Concentrating on your point 1, you have already described a good collection of units (of functionality) by listing the kinds of things that can appear in segments, and hinting that you need to support multiple formats. Why not start by dealing with a simple case like, say, a file containing just a data segment in the binary format of your development platform? You could simply hard-code the file as a binary array in your test, and then check that it interprets just that correctly. Then pick another simple case, and test for that. Keep going.

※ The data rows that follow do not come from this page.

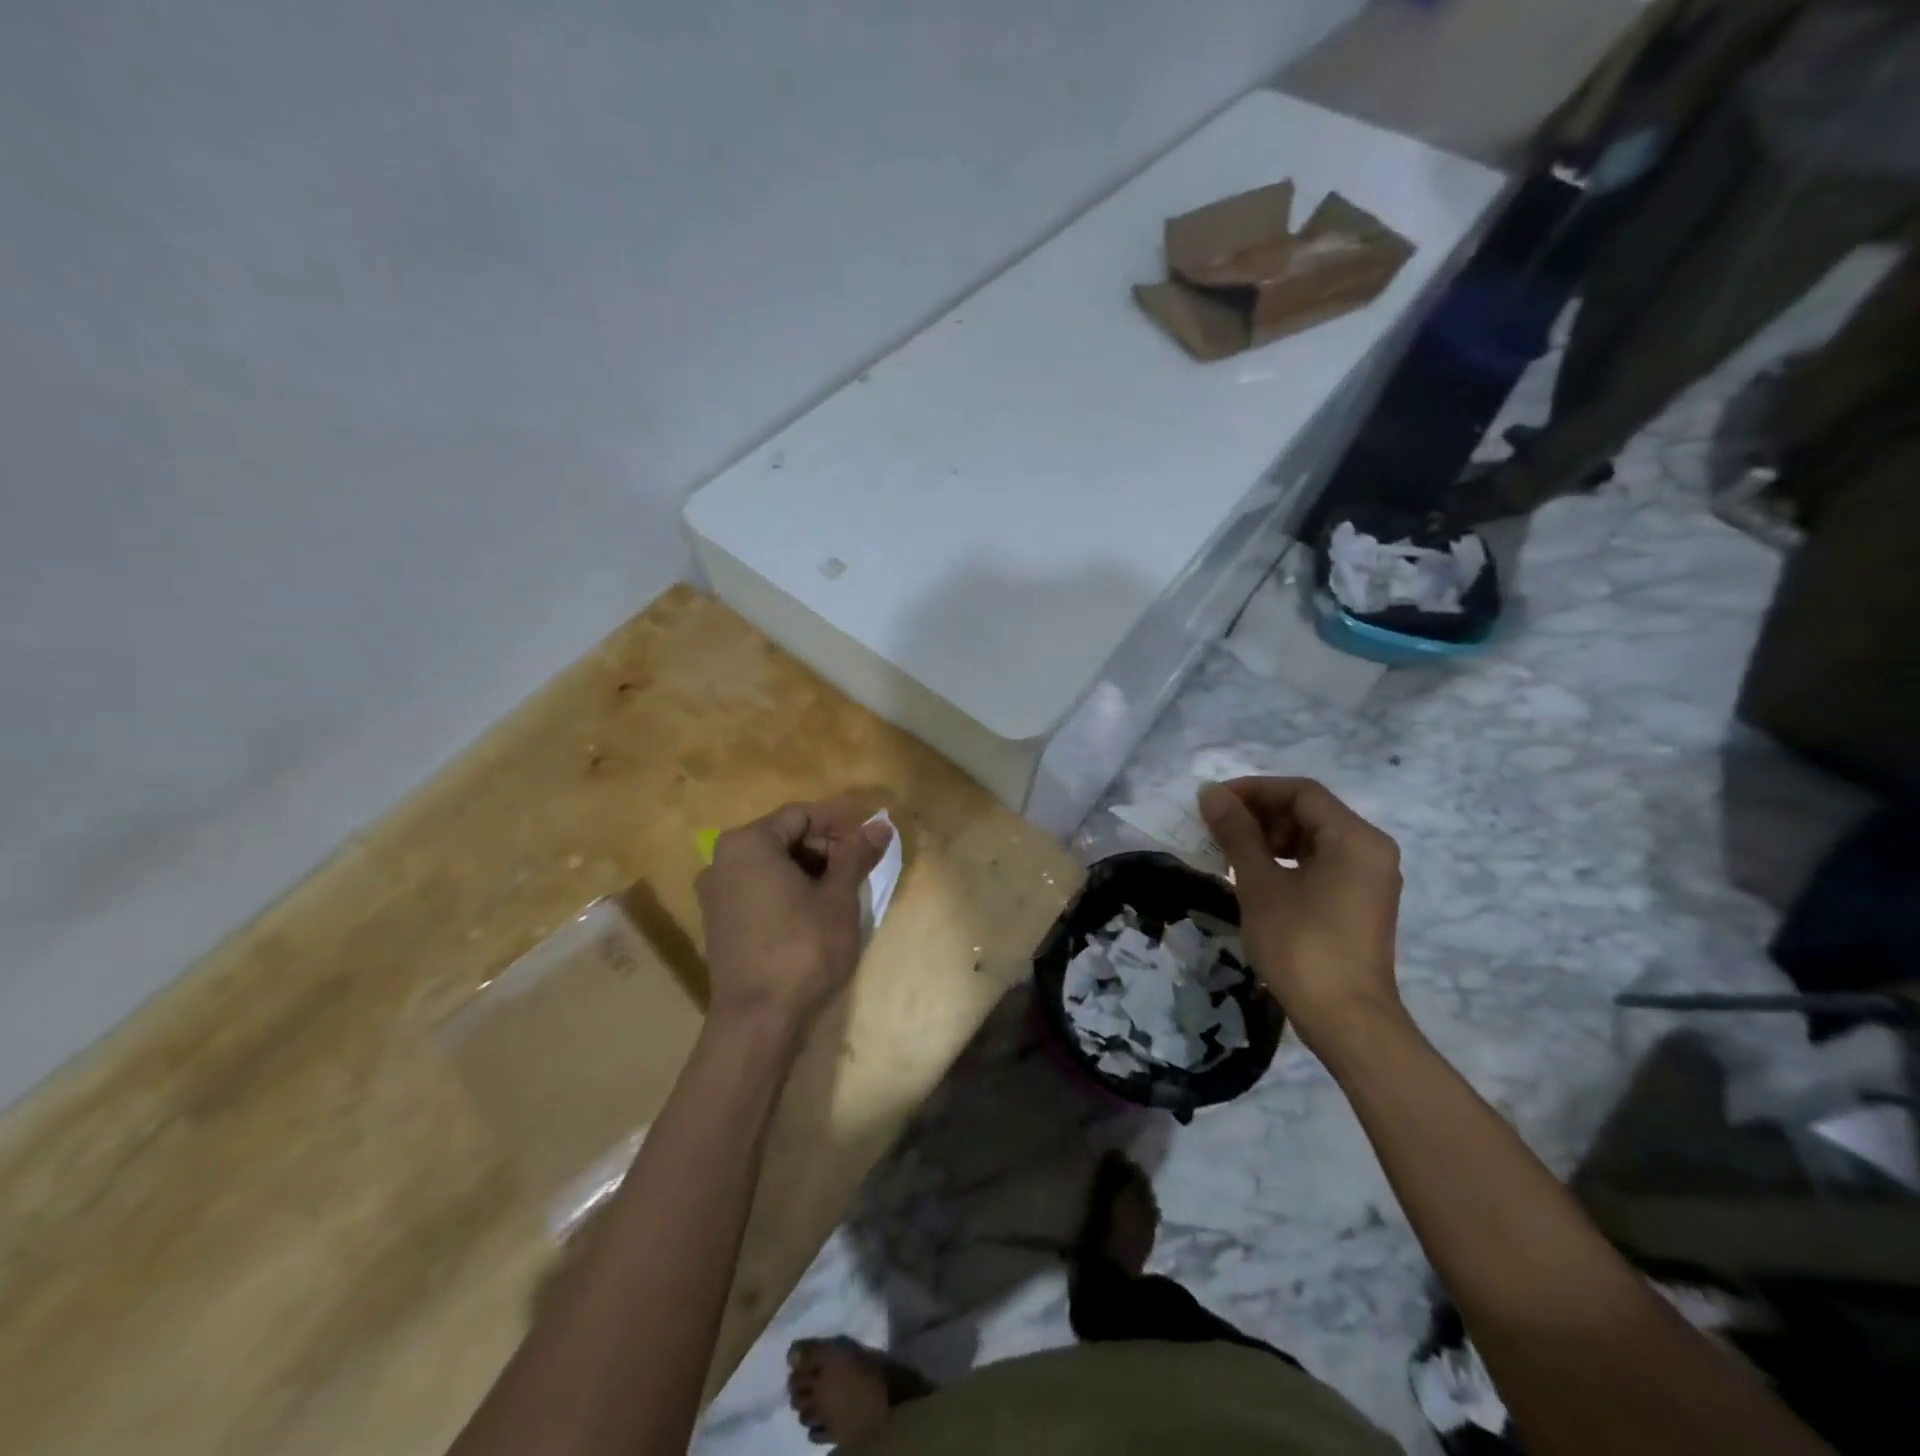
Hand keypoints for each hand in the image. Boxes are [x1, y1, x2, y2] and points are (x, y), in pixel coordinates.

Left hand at [695, 799, 891, 1029]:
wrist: (757, 1019)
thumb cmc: (802, 948)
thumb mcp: (838, 898)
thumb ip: (856, 855)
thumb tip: (880, 825)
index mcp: (748, 844)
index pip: (801, 815)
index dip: (840, 822)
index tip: (870, 837)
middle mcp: (722, 860)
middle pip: (783, 837)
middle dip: (825, 846)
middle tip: (860, 865)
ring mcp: (716, 893)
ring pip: (771, 865)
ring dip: (809, 869)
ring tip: (843, 889)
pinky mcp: (719, 922)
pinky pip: (758, 888)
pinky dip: (788, 889)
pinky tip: (815, 910)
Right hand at [1197, 778, 1404, 1054]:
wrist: (1345, 1021)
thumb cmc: (1301, 945)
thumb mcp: (1260, 884)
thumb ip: (1236, 832)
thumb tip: (1210, 793)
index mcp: (1355, 838)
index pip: (1300, 792)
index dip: (1253, 789)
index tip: (1213, 802)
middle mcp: (1370, 850)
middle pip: (1309, 812)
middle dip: (1259, 813)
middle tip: (1217, 828)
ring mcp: (1368, 878)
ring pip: (1313, 838)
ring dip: (1269, 837)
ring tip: (1229, 852)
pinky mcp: (1359, 903)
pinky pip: (1321, 864)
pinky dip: (1286, 861)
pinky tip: (1254, 876)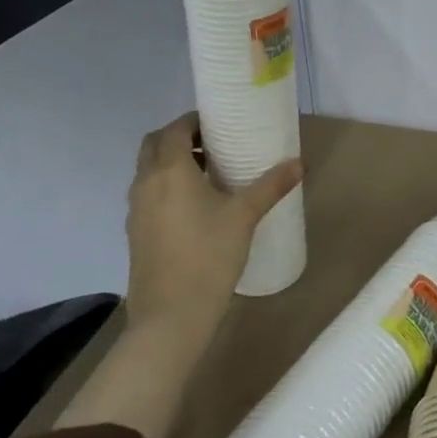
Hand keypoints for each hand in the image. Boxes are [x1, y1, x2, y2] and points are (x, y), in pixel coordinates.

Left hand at [124, 112, 302, 334]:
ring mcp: (136, 209)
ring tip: (208, 174)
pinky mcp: (136, 232)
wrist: (171, 316)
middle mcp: (145, 183)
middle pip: (154, 145)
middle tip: (213, 145)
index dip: (194, 121)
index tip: (220, 124)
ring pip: (148, 170)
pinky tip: (195, 207)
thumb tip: (300, 163)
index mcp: (169, 170)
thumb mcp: (245, 216)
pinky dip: (165, 186)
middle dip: (180, 138)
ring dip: (171, 162)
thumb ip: (271, 185)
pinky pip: (148, 194)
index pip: (175, 129)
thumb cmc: (208, 256)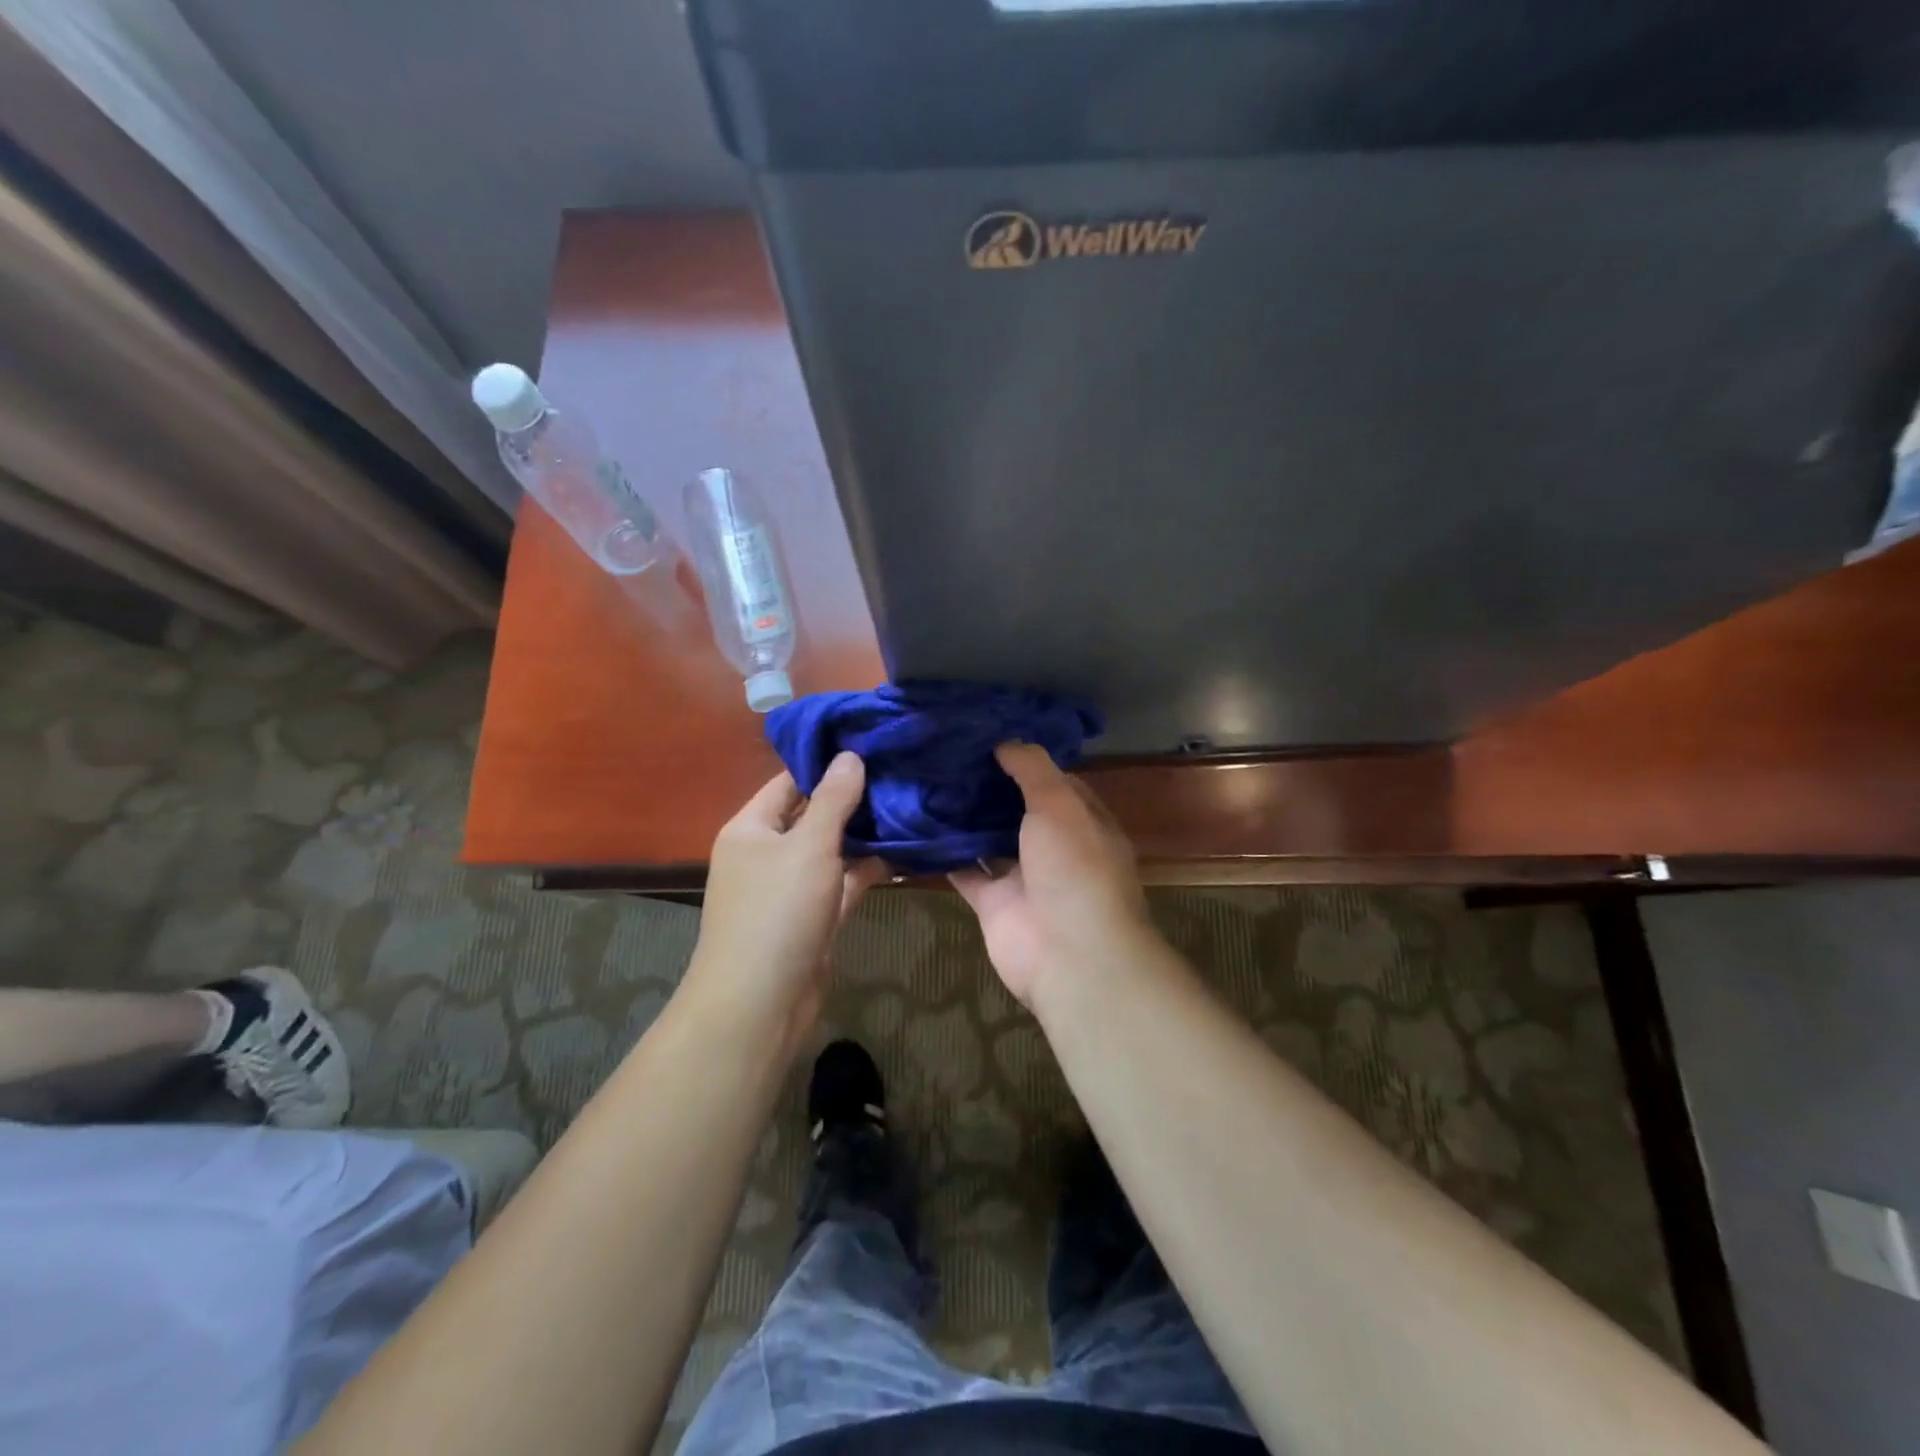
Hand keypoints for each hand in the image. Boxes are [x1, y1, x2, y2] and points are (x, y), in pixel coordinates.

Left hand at [684, 753, 884, 1050]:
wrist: (760, 1003)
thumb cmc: (777, 911)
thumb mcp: (808, 846)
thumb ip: (833, 800)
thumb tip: (850, 755)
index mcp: (752, 829)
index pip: (790, 781)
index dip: (827, 764)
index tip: (871, 744)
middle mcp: (768, 853)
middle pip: (813, 815)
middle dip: (853, 799)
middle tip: (900, 773)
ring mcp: (791, 888)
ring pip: (831, 851)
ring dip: (864, 835)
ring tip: (909, 806)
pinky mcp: (813, 918)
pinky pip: (842, 884)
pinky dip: (867, 870)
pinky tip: (903, 852)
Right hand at [949, 743, 1157, 1007]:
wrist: (1070, 956)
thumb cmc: (1075, 869)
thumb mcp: (1060, 804)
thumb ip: (1033, 769)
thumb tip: (1006, 741)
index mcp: (1082, 821)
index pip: (1053, 781)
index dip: (1023, 760)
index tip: (985, 737)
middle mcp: (1054, 846)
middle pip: (1017, 809)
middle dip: (987, 786)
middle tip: (943, 754)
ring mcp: (1024, 876)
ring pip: (989, 839)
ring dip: (963, 818)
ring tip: (925, 780)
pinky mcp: (994, 903)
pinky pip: (965, 871)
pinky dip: (943, 854)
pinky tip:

Now the magic bit is that pretty soon you'll see repeated structures in your code and in your tests, and because you've got tests you can be quite aggressive about refactoring it away. I suspect this is the bit that you haven't experienced yet, because you say "It seems like either test is too simple and I easily hack it to green, or it's a bit more complex and I need to implement the whole object/image/document format reader which is a lot of code. And there is no middle ground." The point is that you should hack them all to green, but as you're doing that you are also searching out the patterns in your hacks.
I wrote a (very simple) compiler in this fashion, and it mostly worked quite well. For each syntactic construction, I wrote the smallest program that I could think of which used it in some observable way, and had the test compile the program and check that it worked as expected. I used a proper parser generator as you can't plausibly TDD your way into one of them (you need to use a little forethought!) After about three cycles, it became obvious that I was repeating the code to walk the syntax tree, so that was refactored into something like a Visitor.
I also had larger-scale acceptance tests, but in the end I don't think these caught much that the unit tests didn't.
This is all very possible.
A sample from the top of my head is NHAML.
This is ASP.NET ViewEngine that converts plain text to the .NET native code.
You can have a look at source code and see how it is tested.
I guess what I do is come up with layers and blocks and sub-divide to the point where I might be thinking about code and then start writing tests.
I think your tests should be quite simple: it's not the individual tests that are the power of TDD but the sum of the tests.
One of the principles I follow is that a method should fit on a screen - when that's the case, the tests are usually simple enough.
Your design should allow you to mock out lower layers so that you're only testing one layer.
TDD is about specification, not test.
From your simplest spec of a linker, your TDD test has just to check whether an executable file has been created during the linker magic if you feed it with an object file.
Then you write a linker that makes your test succeed, e.g.:
check whether input file is an object file
if so, generate a "Hello World!" executable (note that your spec didn't specify that different object files would produce different executables)
Then you refine your spec and your TDD (these are your four bullets).
As long as you can write a specification you can write TDD test cases.